§ Aim of the task: Search the data below for the word "curves" and copy each line that holds it.

◇ ◇ ◇ ◇ ◇ ◇ ◇

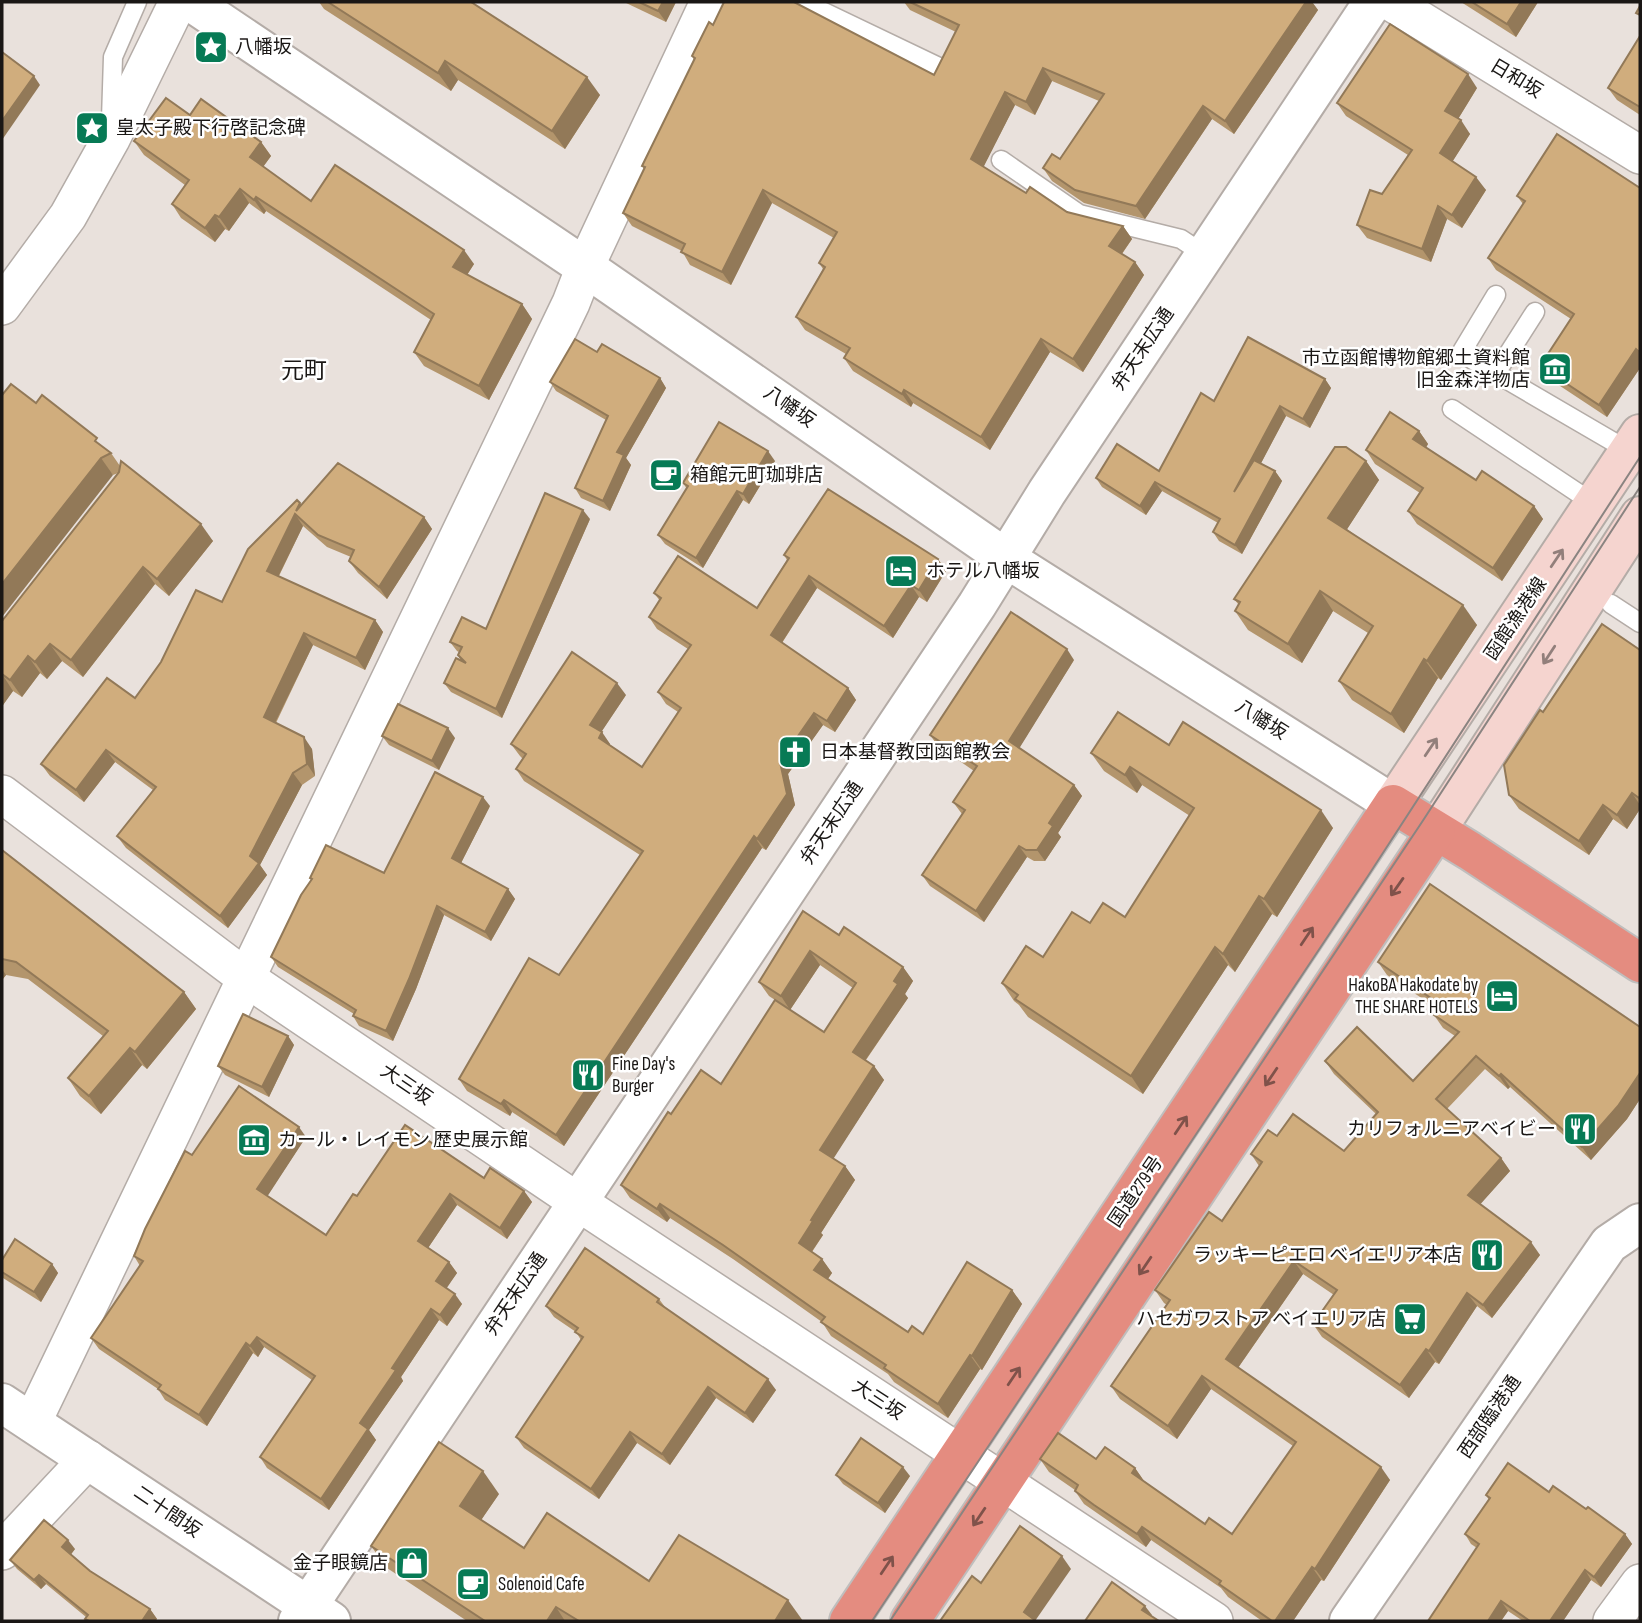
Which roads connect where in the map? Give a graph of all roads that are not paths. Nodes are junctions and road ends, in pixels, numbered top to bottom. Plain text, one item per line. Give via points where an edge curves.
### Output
1 (136, 2) edge
2 (178, 2) edge
3 (191, 2) edge
4 (709, 2) edge
5 (803, 2) edge
6 (1373, 2) edge
7 (1391, 2) edge
8 (941, 68) edge
9 (110, 139) junction
10 (1640, 155) edge
11 (1001, 160) dead end
12 (1205, 255) junction
13 (585, 267) junction
14 (6, 291) edge
15 (1496, 295) dead end
16 (1535, 312) edge
17 (1496, 373) junction
18 (1452, 410) dead end
19 (1635, 442) edge
20 (1593, 503) junction
21 (1640, 516) edge
22 (1007, 559) junction
23 (1611, 604) dead end
24 (1640, 623) edge
25 (2, 794) edge
26 (1393, 804) junction
27 (1436, 831) junction
28 (1640, 963) edge
29 (246, 978) junction
30 (578, 1202) junction
31 (1637, 1231) edge
32 (17, 1413) edge
33 (961, 1454) junction
34 (88, 1459) junction
35 (1003, 1481) junction
36 (2, 1551) edge
37 (1640, 1583) edge
38 (312, 1616) edge
39 (849, 1621) edge
40 (909, 1621) edge
41 (1214, 1621) edge
42 (1349, 1621) edge
43 (1612, 1621) edge

1 - 9 lane via 113,57
2 - 9 street
3 - 13 street, 八幡坂
4 - 13 street
5 - 8 lane
6 - 12 street, 弁天末広通
7 - 10 street, 日和坂
9 - 14 street via 68,216
11 - 12 lane via 1079,214 1181,239
12 - 22 street, 弁天末広通
13 - 22 street, 八幡坂
13 - 29 street
15 - 17 lane via 1461,353
16 - 17 lane
17 - 19 lane
18 - 20 lane
19 - 20 main road, 函館漁港線
26 -> 20 main road, 函館漁港線
21 -> 27 main road
22 - 26 street, 八幡坂
22 - 30 street, 弁天末広通
23 - 24 lane
25 - 29 street, 大三坂
26 - 27 highway
33 -> 26 highway, 国道279号
27 - 28 highway
27 -> 35 highway
29 - 30 street, 大三坂
29 - 32 street
30 - 33 street, 大三坂
30 - 38 street, 弁天末広通
31 - 42 street, 西部臨港通 via 1609,1244
32 - 34 street, 二十間坂
33 - 35 street, 大三坂
39 -> 33 highway, 国道279号
34 - 36 street
34 - 38 street, 二十間坂
35 -> 40 highway
35 - 41 street, 大三坂
37 - 43 street

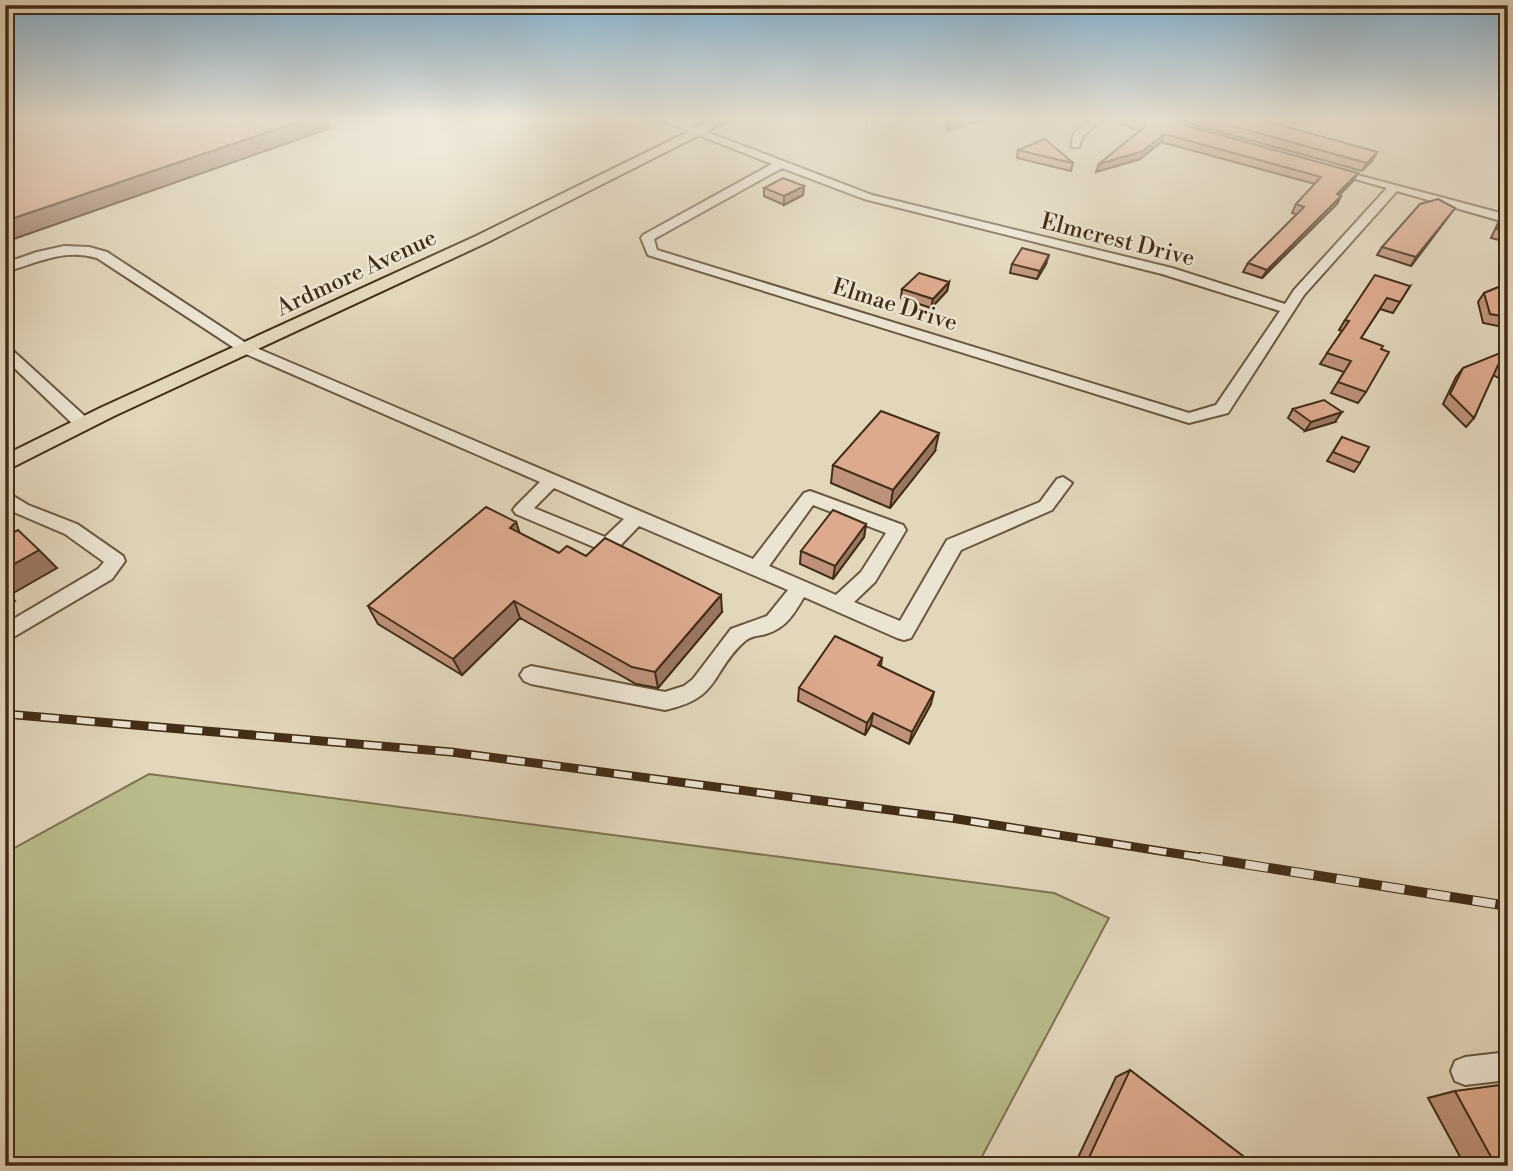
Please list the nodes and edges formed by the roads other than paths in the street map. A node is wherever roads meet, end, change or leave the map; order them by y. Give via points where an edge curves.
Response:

◇ ◇ ◇ ◇ ◇ ◇ ◇

§ Exercise output:
Which roads connect where in the map? Give a graph of all roads that are not paths. Nodes are junctions and road ends, in pixels, numbered top to bottom. Plain text, one item per line. Give via points where an edge curves.
Please list the nodes and edges formed by the roads other than paths in the street map. A node is wherever roads meet, end, change or leave the map; order them by y. Give via points where an edge curves.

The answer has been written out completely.